Red Hat Bugzilla – Bug 962997
CVE-2013-2039 CVE-2013-2040 CVE-2013-2042 CVE-2013-2043 CVE-2013-2046 owncloud: multiple flaws corrected in version 4.5.11
Last modified: 2013-06-23 23:27:08 EDT
ownCloud 4.5.11 was released to correct a number of security flaws. The ones relevant to 4.5.x (which is the version we ship) are noted below. The full announcement was sent to the oss-security mailing list .
CVE-2013-2046: Multiple SQL Injections (oC-SA-2013-019)
- stable45: [582c3ed](https://github.com/owncloud/bookmarks/commit/582c3ed)
CVE-2013-2039: Multiple directory traversals (oC-SA-2013-020)

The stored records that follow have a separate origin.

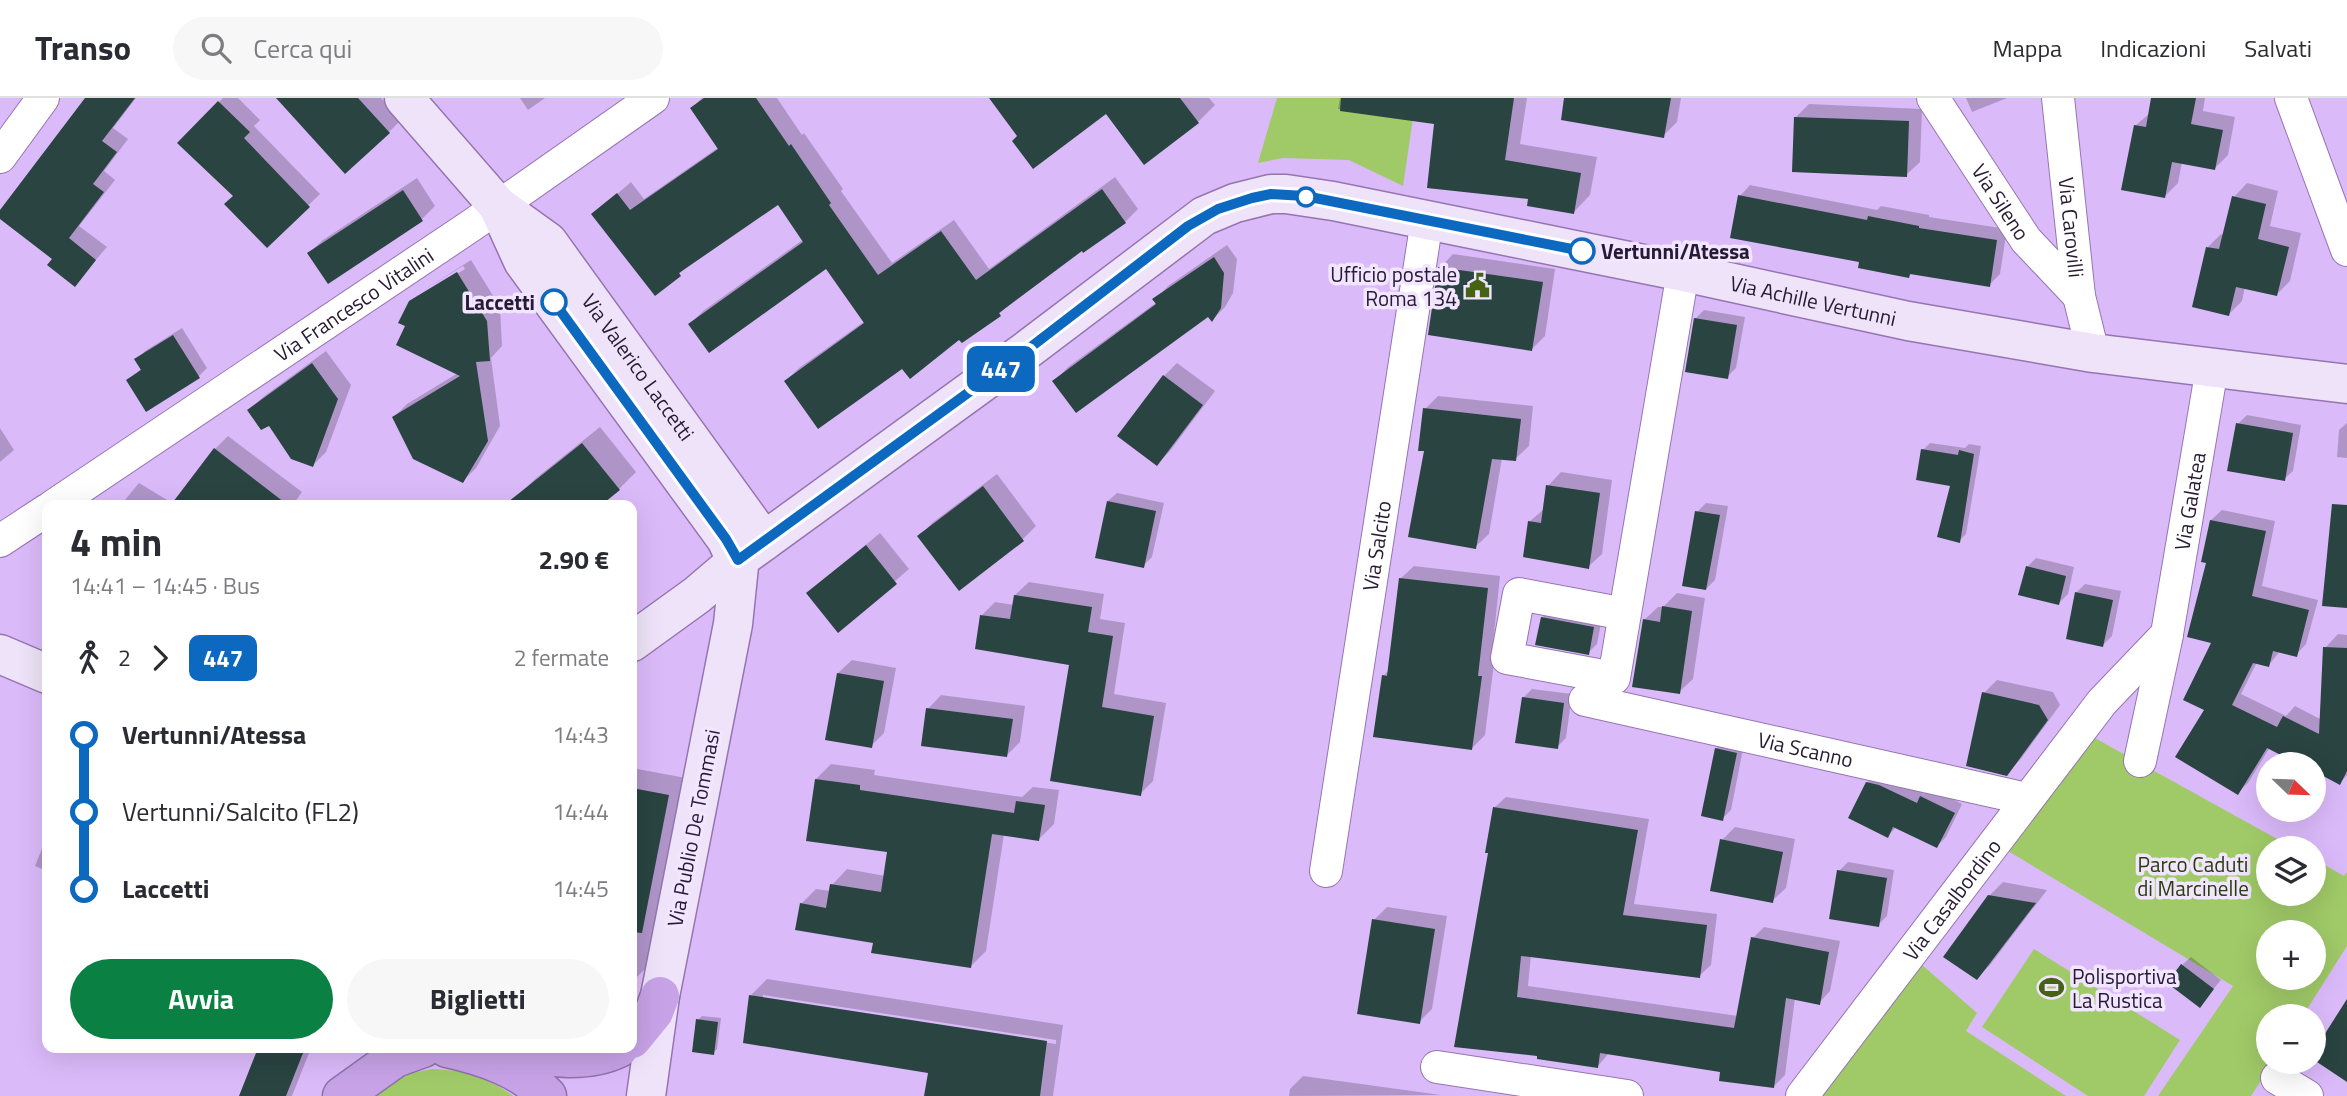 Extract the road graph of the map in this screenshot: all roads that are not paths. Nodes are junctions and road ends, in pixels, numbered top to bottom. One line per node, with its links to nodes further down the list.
1 (43, 98): 7 (street)
2 (404, 98): 8 (street, Via Valerico Laccetti)
3 (653, 98): 8 (street, Via Francesco Vitalini)
4 (1933, 98): 12 (street, Via Sileno)
5 (2058, 98): 12 (street, Via Carovilli)
6 (2291, 98): 10 (street)
7 (0, 157)
8 (498, 206): 16 (street, Via Francesco Vitalini); 19 (street, Via Valerico Laccetti)
9 (1427, 220): 11 (street, Via Achille Vertunni); 19 (street, Via Achille Vertunni); 28 (street, Via Salcito)
10 (2347, 250)
11 (1683, 272): 13 (street, Via Achille Vertunni); 20 (street)
12 (2079, 296): 13 (street, Via Carovilli)
13 (2093, 354): 14 (street, Via Achille Vertunni)
14 (2212, 368): 15 (street, Via Achille Vertunni); 21 (street, Via Galatea)
15 (2347, 384)
16 (62, 500)
17 (42, 513): 18 (street)
18 (0, 541)
19 (751, 550): 22 (street, Via Achille Vertunni); 29 (street, Via Publio De Tommasi)
20 (1625, 614)
21 (2167, 634): 26 (street, Via Galatea); 27 (street, Via Casalbordino)
22 (637, 638)
23 (0, 654): 24 (street)
24 (42, 672)
25 (1585, 700): 27 (street, Via Scanno)
26 (2140, 761)
27 (2027, 799): 41 (street, Via Casalbordino)
28 (1326, 872)
29 (660, 996): 30 (highway); 39 (street, Via Publio De Tommasi)
30 (637, 1033)
31 (409, 1053): 37 (highway)
32 (466, 1053): 38 (highway)
33 (532, 1053): 34 (highway)
34 (607, 1053)
35 (1437, 1067): 40 (street)
36 (2277, 1078): 42 (street)
37 (347, 1093)
38 (547, 1096)
39 (646, 1096)
40 (1628, 1096)
41 (1802, 1096)
42 (2307, 1096) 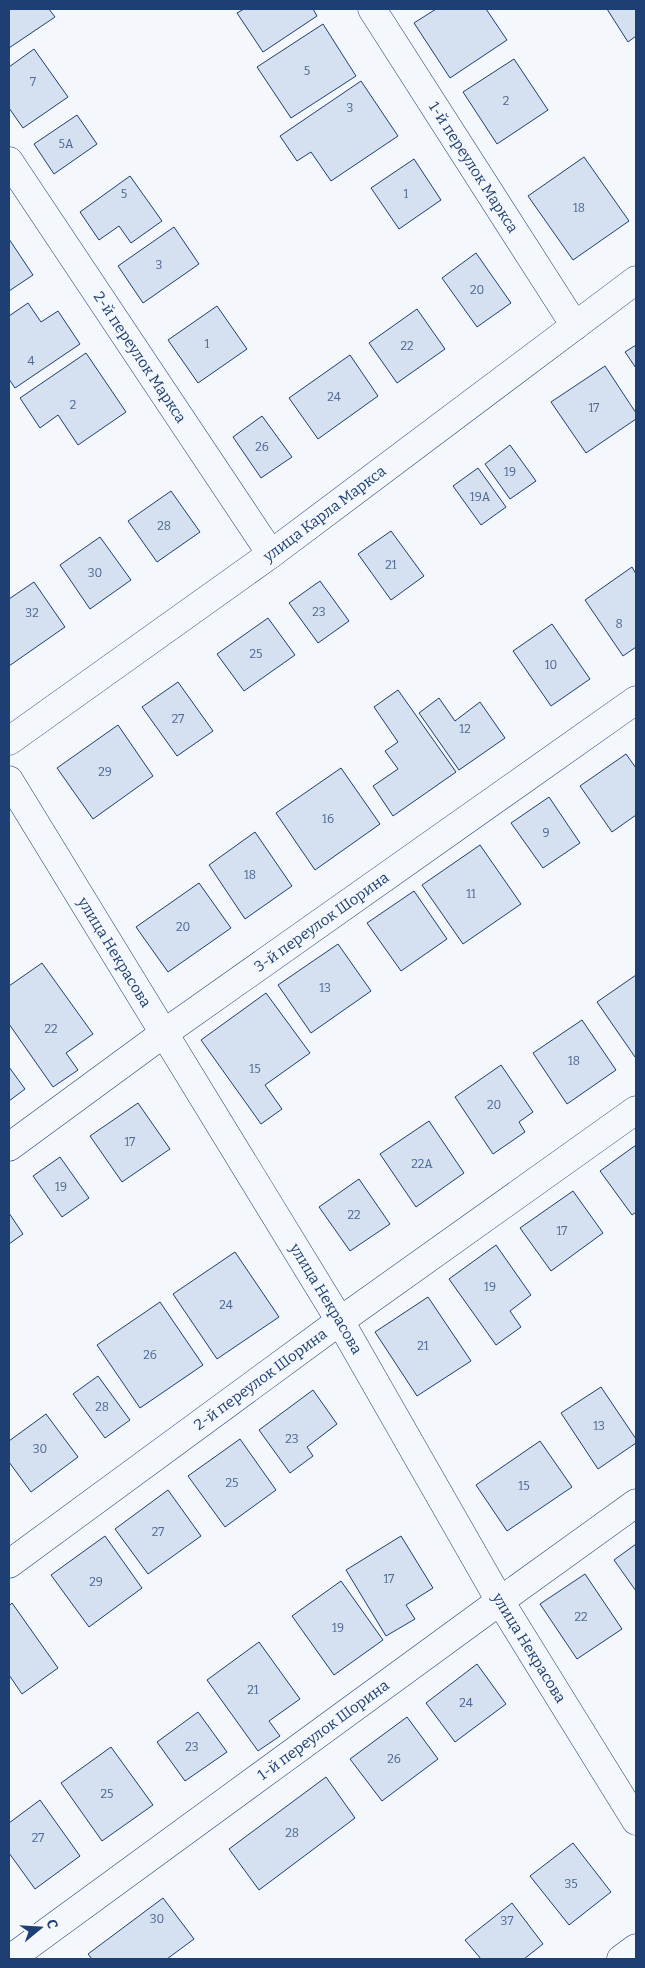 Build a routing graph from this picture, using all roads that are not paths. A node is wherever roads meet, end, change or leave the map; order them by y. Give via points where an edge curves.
1 (372, 9) edge
2 (9, 161) edge
3 (636, 280) edge
4 (575, 326) junction
5 (270, 554) junction
6 (636, 700) edge
7 (9, 741) edge
8 (9, 780) edge
9 (163, 1034) junction
10 (636, 1110) edge
11 (9, 1147) edge
12 (340, 1321) junction
13 (636, 1503) edge
14 (9, 1564) edge
15 (500, 1600) junction
16 (636, 1821) edge
17 (636, 1948) edge
18 (10, 1959) edge
19 (621, 1959) edge

1 - 4 street, 1-й переулок Маркса
2 - 5 street, 2-й переулок Маркса
3 - 4 street, улица Карла Маркса
4 - 5 street, улица Карла Маркса
5 - 7 street, улица Карла Маркса
6 - 9 street, 3-й переулок Шорина
8 - 9 street, улица Некрасова
9 - 11 street, 3-й переулок Шорина
9 - 12 street, улица Некрасова
10 - 12 street, 2-й переулок Шорина
12 - 14 street, 2-й переулок Шорина
12 - 15 street, улица Некрасова
13 - 15 street, 1-й переулок Шорина
15 - 16 street, улица Некрасова
15 - 18 street, 1-й переулок Шорина
17 - 19 street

- stable45: [6be497c](https://github.com/owncloud/core/commit/6be497c)
CVE-2013-2040: Multiple XSS vulnerabilities (oC-SA-2013-021)
- stable45: [f9aeaa6](https://github.com/owncloud/apps/commit/f9aeaa6)
CVE-2013-2042: Multiple XSS vulnerabilities (oC-SA-2013-021)
- stable45: [f1fdeb2](https://github.com/owncloud/bookmarks/commit/f1fdeb2)
CVE-2013-2043: Privilege escalation in the calendar application (oC-SA-2013-024)
- stable45: [68daff4](https://github.com/owncloud/calendar/commit/68daff4)
Created owncloud tracking bugs for this issue
Affects: fedora-18 [bug 962998]
Affects: epel-6 [bug 962999]
owncloud-4.5.12-1.el6 has been pushed to the Fedora EPEL 6 stable repository. If problems still persist, please make note of it in this bug report.
owncloud-4.5.12-1.fc18 has been pushed to the Fedora 18 stable repository. If problems still persist, please make note of it in this bug report.